Third-Party Report: Starwind Software
Virtualization Review magazine was born in two Framingham, MA-area restaurants -- Legal Seafood and Minado, an insanely great Japanese buffet.
Entrepreneurs are forever coming through Framingham (which ironically where half of the Redmond Media Group is based). These folks have to predict the future; otherwise they would blow their and their investors' money.
So selfishly I'd always ask what market they'd launch media in if they were me. Nine out of ten said virtualization. I mentioned this to my boss, Henry Allain, and before I knew it we were in full magazine and Web site launch mode.

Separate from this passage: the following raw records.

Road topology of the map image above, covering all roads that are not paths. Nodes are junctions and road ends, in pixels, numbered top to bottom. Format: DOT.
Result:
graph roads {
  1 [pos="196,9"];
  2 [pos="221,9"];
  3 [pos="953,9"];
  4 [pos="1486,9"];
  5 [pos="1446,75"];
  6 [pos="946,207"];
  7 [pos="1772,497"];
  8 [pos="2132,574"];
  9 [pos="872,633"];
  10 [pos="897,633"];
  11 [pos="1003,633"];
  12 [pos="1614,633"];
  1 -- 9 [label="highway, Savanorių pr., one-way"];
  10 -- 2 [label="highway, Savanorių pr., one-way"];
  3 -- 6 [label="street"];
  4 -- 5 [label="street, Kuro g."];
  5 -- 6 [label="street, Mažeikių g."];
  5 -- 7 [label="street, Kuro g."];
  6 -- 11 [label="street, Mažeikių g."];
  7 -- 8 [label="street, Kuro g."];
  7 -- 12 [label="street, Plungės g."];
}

Once the word was out, heads of virtualization startups started coming through town, and haven't stopped since. It's been a real education in technology, entrepreneurism and even culture. Turns a good number of these companies have roots in either Russia or Israel, and sometimes both! Learn more here.
That's a pretty long prelude to this item on Starwind Software, and my sushi lunch with CEO Zorian Rotenberg. Starwind is all about uptime for virtual machines, be they VMware or Hyper-V.
Like Virsto, which I covered recently here, Starwind helps IT replace expensive proprietary disk arrays with commodity white box disks made sophisticated through software.
Starwind takes industry standard servers and turns them into SANs using iSCSI rather than Fibre Channel, making it easier for the average IT Joe to handle.
There are a lot of smart people behind Starwind. Rotenberg used to work for Walter Scott, then CEO of Acronis, which does a lot of development in Russia. And Ratmir Timashev, founder of Aelita and now Veeam, is an investor and board member. Timashev was chosen as a Windows guru 3 years ago by Redmond magazine.